A rebeldia adolescente traz consigo a dúvida. Mesmo tendo sido criada naquela cultura desde sempre, não há crença total. A jovem tem a curiosidade de alguém que quer conhecer o mundo fora dos limites da montanha, de quem não se contenta com a vida regrada daquele lugar e precisa visitar novas realidades. E é o que faz, quando sai de comunidade para a cidade, mas acaba no vício das drogas e é internada em uma clínica de reabilitação.

Por mais que não assuma um posicionamento claro em Abode of Dawn, Shtubert constrói essas ambiguidades que inserem ironia às histórias que conta, tendo seu ápice quando entrevista brevemente o próprio Vissarion. Ao fazer-lhe uma pergunta complexa sobre seu papel ali, o que recebe é apenas uma resposta evasiva e um sorriso do homem que se levanta e sai. Em nenhum outro momento do filme temos essa frontalidade com o Jesus reencarnado que se mantém como “verdade inacessível”.
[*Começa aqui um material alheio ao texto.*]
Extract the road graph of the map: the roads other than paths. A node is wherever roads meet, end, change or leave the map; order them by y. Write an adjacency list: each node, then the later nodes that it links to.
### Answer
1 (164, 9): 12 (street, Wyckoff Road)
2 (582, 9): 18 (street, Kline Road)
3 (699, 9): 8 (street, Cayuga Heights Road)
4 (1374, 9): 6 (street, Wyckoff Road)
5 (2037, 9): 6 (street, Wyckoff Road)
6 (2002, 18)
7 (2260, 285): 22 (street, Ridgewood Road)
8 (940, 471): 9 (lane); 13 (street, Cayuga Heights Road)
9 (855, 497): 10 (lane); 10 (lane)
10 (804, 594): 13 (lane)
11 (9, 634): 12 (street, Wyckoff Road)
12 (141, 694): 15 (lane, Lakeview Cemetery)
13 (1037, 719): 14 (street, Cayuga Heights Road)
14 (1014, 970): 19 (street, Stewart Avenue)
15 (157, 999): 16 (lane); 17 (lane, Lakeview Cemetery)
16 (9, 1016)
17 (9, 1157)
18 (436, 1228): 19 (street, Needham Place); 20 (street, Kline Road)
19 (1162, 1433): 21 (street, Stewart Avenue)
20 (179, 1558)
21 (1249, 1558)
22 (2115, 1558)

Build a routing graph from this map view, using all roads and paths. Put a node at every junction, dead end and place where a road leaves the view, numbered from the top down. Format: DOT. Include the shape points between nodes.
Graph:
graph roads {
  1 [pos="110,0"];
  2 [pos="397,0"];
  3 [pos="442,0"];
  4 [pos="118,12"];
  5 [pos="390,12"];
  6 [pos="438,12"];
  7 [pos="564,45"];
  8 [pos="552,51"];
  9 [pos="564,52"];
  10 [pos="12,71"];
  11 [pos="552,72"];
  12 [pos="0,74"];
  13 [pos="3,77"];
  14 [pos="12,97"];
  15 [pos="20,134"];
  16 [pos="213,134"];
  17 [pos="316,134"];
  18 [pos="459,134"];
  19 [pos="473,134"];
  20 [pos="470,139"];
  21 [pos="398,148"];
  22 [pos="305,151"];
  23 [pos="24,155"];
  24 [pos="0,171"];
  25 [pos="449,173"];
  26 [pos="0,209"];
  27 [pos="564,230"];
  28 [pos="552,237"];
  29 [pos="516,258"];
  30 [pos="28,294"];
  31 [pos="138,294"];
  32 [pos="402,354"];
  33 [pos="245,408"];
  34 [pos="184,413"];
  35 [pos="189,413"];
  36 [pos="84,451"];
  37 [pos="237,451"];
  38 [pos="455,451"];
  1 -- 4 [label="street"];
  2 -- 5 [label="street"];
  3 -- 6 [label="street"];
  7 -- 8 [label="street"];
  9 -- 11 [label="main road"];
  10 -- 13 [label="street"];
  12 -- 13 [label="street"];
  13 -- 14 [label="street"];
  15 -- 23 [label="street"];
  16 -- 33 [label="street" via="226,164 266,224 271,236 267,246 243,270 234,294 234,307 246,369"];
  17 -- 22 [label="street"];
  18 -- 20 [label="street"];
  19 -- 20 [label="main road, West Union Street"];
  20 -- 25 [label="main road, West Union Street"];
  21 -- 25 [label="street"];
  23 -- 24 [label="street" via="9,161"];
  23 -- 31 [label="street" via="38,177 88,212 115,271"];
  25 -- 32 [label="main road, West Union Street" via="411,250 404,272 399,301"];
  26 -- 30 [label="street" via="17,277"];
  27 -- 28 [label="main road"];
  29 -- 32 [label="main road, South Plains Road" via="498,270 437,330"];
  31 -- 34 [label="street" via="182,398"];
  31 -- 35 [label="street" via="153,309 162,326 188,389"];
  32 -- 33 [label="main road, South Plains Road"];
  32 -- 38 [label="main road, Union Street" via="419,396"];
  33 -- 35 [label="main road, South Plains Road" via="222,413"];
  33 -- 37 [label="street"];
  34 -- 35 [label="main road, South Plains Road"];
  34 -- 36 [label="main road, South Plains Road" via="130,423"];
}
Em 2020 acontece um evento que poderia ser devastador ao vilarejo: o exército russo chega e leva o profeta preso, alegando abuso financeiro e psicológico de seus fiéis. Dois anos depois, a diretora retorna ao local, agora sem a presença do líder e quase sem nenhuma mudança. Restam ali pessoas sem rumo, mas ainda esperançosas. Permanece o dilema da fé, com pitadas de hipocrisia, o que não escapa às estruturas sociais milenares que construímos.

Abode of Dawn foi o vencedor da mostra NEXT:WAVE no CPH:DOX, e, apesar da falta de ousadia, é um documentário interessante do ponto de vista antropológico e teológico, onde o Jesus do mundo globalizado não é revolucionário e acaba preso por extorsão.